[STUDY MATERIAL Boundary: Start]

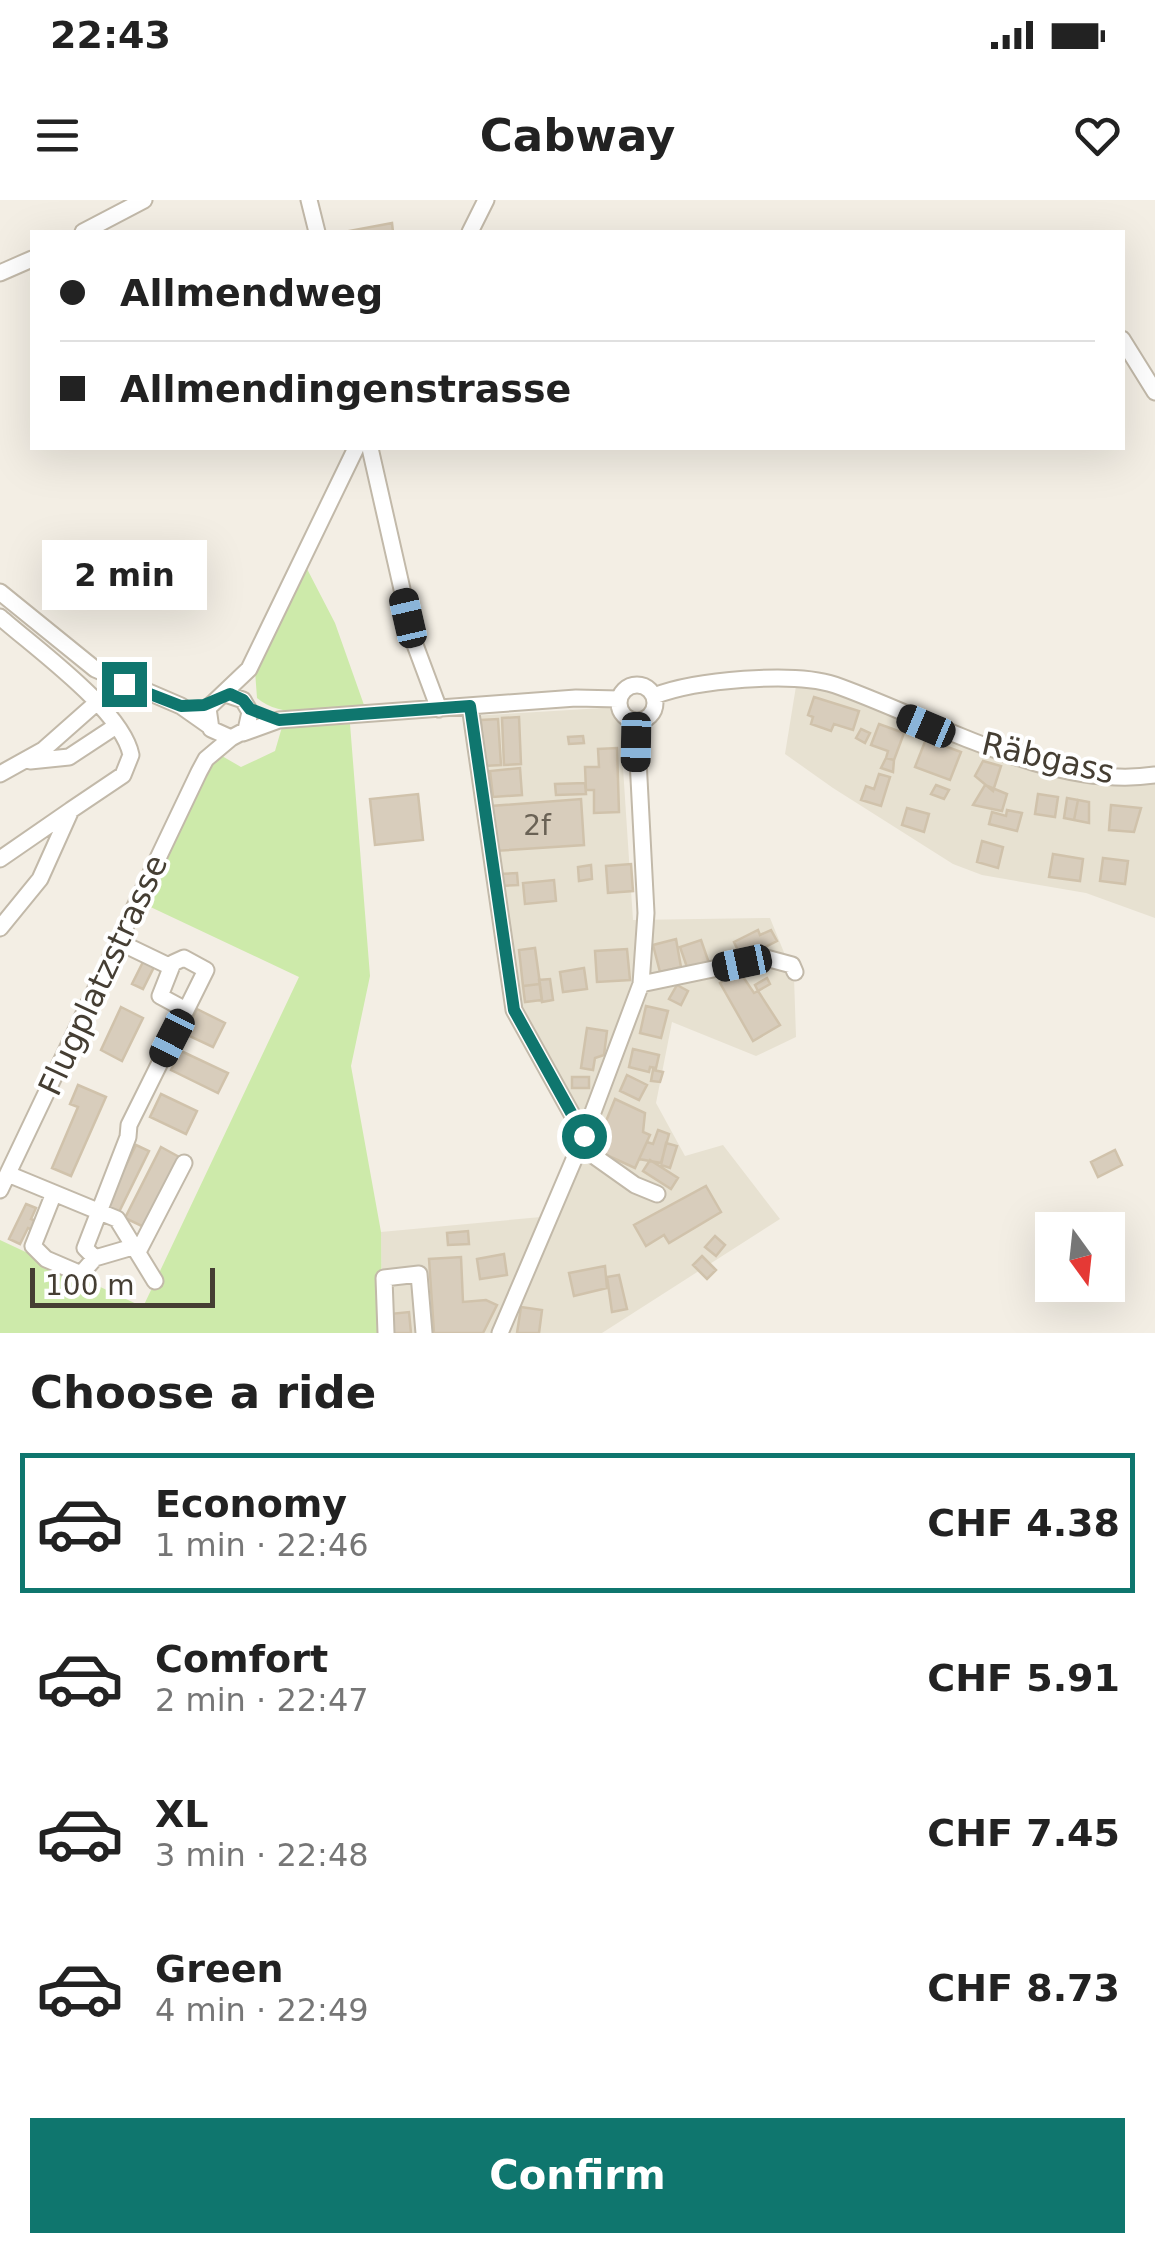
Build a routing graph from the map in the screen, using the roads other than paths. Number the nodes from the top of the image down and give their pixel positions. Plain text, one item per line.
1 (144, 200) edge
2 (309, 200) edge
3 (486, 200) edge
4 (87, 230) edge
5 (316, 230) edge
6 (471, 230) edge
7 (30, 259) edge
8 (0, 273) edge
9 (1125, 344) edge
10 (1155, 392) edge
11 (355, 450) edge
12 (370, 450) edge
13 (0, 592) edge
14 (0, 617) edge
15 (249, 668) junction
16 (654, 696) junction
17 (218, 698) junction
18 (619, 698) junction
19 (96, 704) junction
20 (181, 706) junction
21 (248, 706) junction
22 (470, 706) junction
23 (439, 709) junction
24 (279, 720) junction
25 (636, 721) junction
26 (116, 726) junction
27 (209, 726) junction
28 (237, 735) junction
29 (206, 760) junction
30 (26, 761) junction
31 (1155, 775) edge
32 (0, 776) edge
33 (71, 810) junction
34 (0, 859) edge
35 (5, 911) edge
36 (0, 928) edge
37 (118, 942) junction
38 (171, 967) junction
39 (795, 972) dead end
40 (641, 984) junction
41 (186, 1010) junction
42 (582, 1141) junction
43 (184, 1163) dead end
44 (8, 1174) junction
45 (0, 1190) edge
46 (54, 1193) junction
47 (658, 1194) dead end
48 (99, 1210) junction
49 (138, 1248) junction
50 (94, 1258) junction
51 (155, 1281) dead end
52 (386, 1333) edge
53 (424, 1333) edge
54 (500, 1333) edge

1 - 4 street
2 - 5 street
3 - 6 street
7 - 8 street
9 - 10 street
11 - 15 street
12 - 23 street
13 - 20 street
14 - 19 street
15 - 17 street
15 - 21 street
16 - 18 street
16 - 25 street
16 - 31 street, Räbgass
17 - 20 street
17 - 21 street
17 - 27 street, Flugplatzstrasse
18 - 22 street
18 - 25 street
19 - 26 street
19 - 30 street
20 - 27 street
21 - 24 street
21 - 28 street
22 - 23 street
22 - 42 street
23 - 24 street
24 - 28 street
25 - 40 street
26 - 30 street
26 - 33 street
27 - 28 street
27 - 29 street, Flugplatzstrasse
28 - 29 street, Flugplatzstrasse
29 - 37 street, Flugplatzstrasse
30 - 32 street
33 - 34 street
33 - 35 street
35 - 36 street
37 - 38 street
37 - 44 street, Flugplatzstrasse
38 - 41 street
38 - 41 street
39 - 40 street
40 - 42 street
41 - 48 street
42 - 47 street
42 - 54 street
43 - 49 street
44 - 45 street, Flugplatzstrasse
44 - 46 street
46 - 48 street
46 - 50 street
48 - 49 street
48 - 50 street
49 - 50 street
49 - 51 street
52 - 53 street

[STUDY MATERIAL Boundary: End]

§ PROBLEM TO WORK ON:
Only a number is wanted here: how many lines above hold the string "dead"?

§ OUTPUT OF THE TASK:
4